Member, Bangladesh Public Service Commission
- Incumbent
- Assumed office 17 May 2023
- Appointed by: President of Bangladesh

Personal details
- Born: 9 June 1962 (age 64) Jessore District, Bangladesh
- Profession: Government official

= Musammat Nazmanara Khanum =

Musammat Nazmanara Khanum is a Bangladeshi retired government official and former secretary of the Ministry of Food. She is currently a member of the Bangladesh Public Service Commission.

==Early life==
Khanum was born in June 1962 in Jessore District, East Pakistan, Pakistan. She has a bachelors in agriculture and a masters in plant pathology. She did her PhD in food nutrition from Japan.

==Career==
Khanum joined the Bangladesh Civil Service in 1989. She served as an assistant commissioner and Upazila Nirbahi Officer.

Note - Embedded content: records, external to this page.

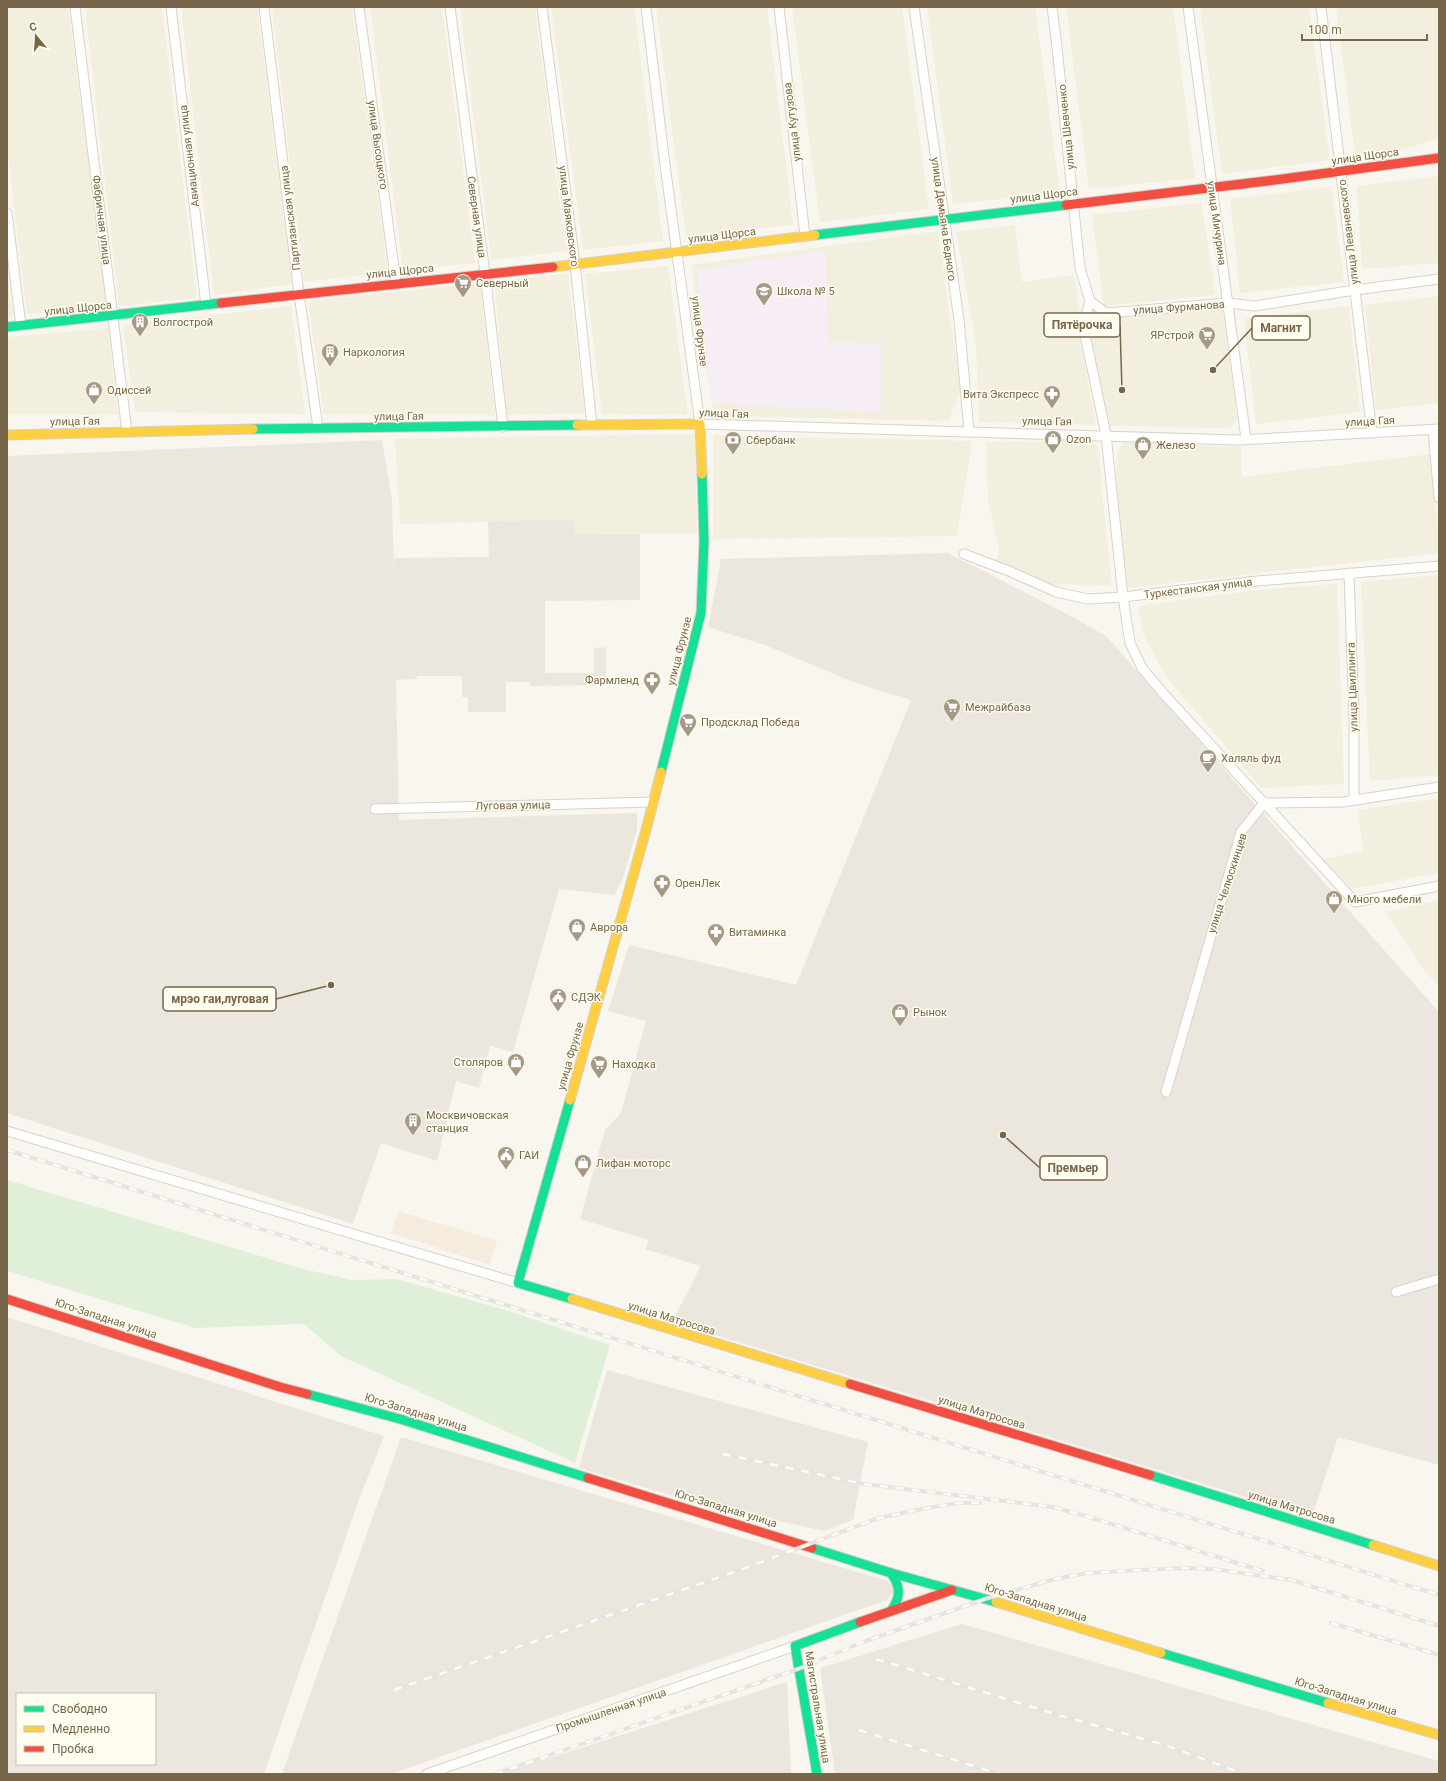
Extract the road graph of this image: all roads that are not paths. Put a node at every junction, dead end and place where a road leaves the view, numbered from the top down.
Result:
1 (75, 7) edge
2 (171, 7) edge
3 (264, 7) edge
4 (359, 7) edge
5 (450, 7) edge
6 (542, 7) edge
7 (646, 7) edge
8 (779, 7) edge
9 (914, 7) edge
10 (1052, 7) edge
11 (1188, 7) edge
12 (1321, 7) edge
13 (1439, 158) edge
14 (1341, 172) junction
15 (1212, 188) junction
16 (1074, 204) junction
17 (7, 213) edge
18 (944, 219) junction
19 (806, 236) junction
20 (678, 253) junction
21 (575, 264) junction
22 (485, 274) junction
23 (1439, 280) edge
24 (396, 283) junction
25 (1355, 290) junction
26 (299, 294) junction
27 (1090, 301) junction
28 (1228, 303) junction
29 (206, 305) junction
30 (114, 316) junction
31 (21, 326) junction
32 (7, 327) edge
33 (700, 424) junction
34 (592, 425) junction
35 (503, 427) junction
36 (318, 428) junction
37 (1436, 430) edge
38 (969, 431) junction
39 (128, 432) junction
40 (1372, 433) junction
41 (7, 435) edge
42 (1106, 435) junction
43 (1246, 439) junction
44 (1439, 498) edge
45 (964, 554) dead end
46 (1439, 566) edge
47 (1349, 573) junction
48 (1123, 598) junction
49 (1439, 787) edge
50 (1354, 800) junction
51 (652, 802) junction
52 (1264, 803) junction
53 (375, 809) dead end
54 (1439, 886) edge
55 (1166, 1092) dead end
56 (7, 1131) edge
57 (1439, 1279) edge
58 (518, 1283) junction
59 (1396, 1292) dead end
60 (7, 1299) edge
61 (1439, 1566) edge
62 (891, 1572) junction
63 (952, 1590) junction
64 (890, 1611) junction
65 (795, 1646) junction
66 (1439, 1735) edge
67 (427, 1774) edge
68 (817, 1774) edge

1 - 30 street, Фабричная улица
2 - 29 street, Авиационная улица
3 - 26 street, Партизанская улица
4 - 24 street, улица Высоцкого
5 - 22 street, Северная улица
6 - 21 street, улица Маяковского
7 - 20 street, улица Фрунзе
8 - 19 street, улица Кутузова
9 - 18 street, улица Демьяна Бедного
10 - 16 street, улица Шевченко
11 - 15 street, улица Мичурина
12 - 14 street, улица Леваневского
13 - 14 main road, улица Щорса
14 - 15 main road, улица Щорса
14 - 25 street, улица Леваневского
15 - 16 main road, улица Щорса
15 - 28 street, улица Мичурина
16 - 18 main road, улица Щорса
16 - 27 street, улица Шевченко
17 - 31 street
18 - 19 main road, улица Щорса
18 - 38 street, улица Демьяна Бедного
19 - 20 main road, улица Щорса
20 - 21 main road, улица Щорса
20 - 33 street, улица Фрунзе
21 - 22 main road, улица Щорса
21 - 34 street, улица Маяковского
22 - 24 main road, улица Щорса
22 - 35 street, Северная улица
23 - 25 street, улица Фурманова
24 - 26 main road, улица Щорса
25 - 28 street, улица Фурманова
25 - 40 street, улица Леваневского
26 - 29 main road, улица Щорса
26 - 36 street, Партизанская улица
27 - 28 street, улица Фурманова
27 - 42 street
28 - 43 street, улица Мичурина
29 - 30 main road, улица Щорса
30 - 31 main road, улица Щорса
30 - 39 street, Фабричная улица
31 - 32 main road, улица Щорса
33 - 34 main road, улица Гая
33 - 38 street, улица Гая
33 - 51 main road, улица Фрунзе
34 - 35 main road, улица Гая
35 - 36 main road, улица Гая
36 - 39 main road, улица Гая
37 - 40 street, улица Гая
37 - 44 street
38 - 42 street, улица Гая
39 - 41 main road, улица Гая
40 - 43 street, улица Гая
42 - 43 street, улица Гая
42 - 48 street
45 - 48 street, Туркестанская улица
46 - 47 street, Туркестанская улица
47 - 48 street, Туркестанская улица
47 - 50 street, улица Цвиллинга
48 - 52 street
49 - 50 street
50 - 52 street
51 - 53 street, Луговая улица
51 - 58 main road, улица Фрунзе
52 - 54 street
52 - 55 street, улица Челюскинцев
56 - 58 street
57 - 59 street
58 - 61 main road, улица Матросова
60 - 62 main road, Юго-Западная улица
62 - 63 main road, Юго-Западная улица
62 - 64 main road
63 - 64 main road, Магистральная улица
63 - 66 main road, Юго-Западная улица
64 - 65 main road, Магистральная улица
65 - 67 street, Промышленная улица
65 - 68 main road, Магистральная улица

Khanum was the Deputy Commissioner and District Magistrate of Naogaon District in 2010. She served as the Divisional Commissioner of Sylhet Division. She was the first woman Divisional Commissioner of Bangladesh. She was made the Director General of Directorate General of Food on 27 May 2019.

On 19 December 2019, Khanum was appointed secretary of the Ministry of Food. In April 2020, she stopped the Open Market Sale of subsidized essentials to stop the spread of COVID-19. She introduced letter based grading food quality and hyenine in restaurants and cafes in Bangladesh. She saw the import of 100 thousand ton of rice from Myanmar.

In April 2022, Khanum visited the Centre for Food Policy of the City, University of London. She is a member of the advisory board of the Japanese Universities Alumni Association in Bangladesh. She was the president of the Bangladesh Civil Service Women Network. She retired in May 2023.

In May 2023, Khanum was appointed a member of the Bangladesh Public Service Commission along with Helal Uddin Ahmed, Shafiqul Islam, and Md Muksodur Rahman Patwary.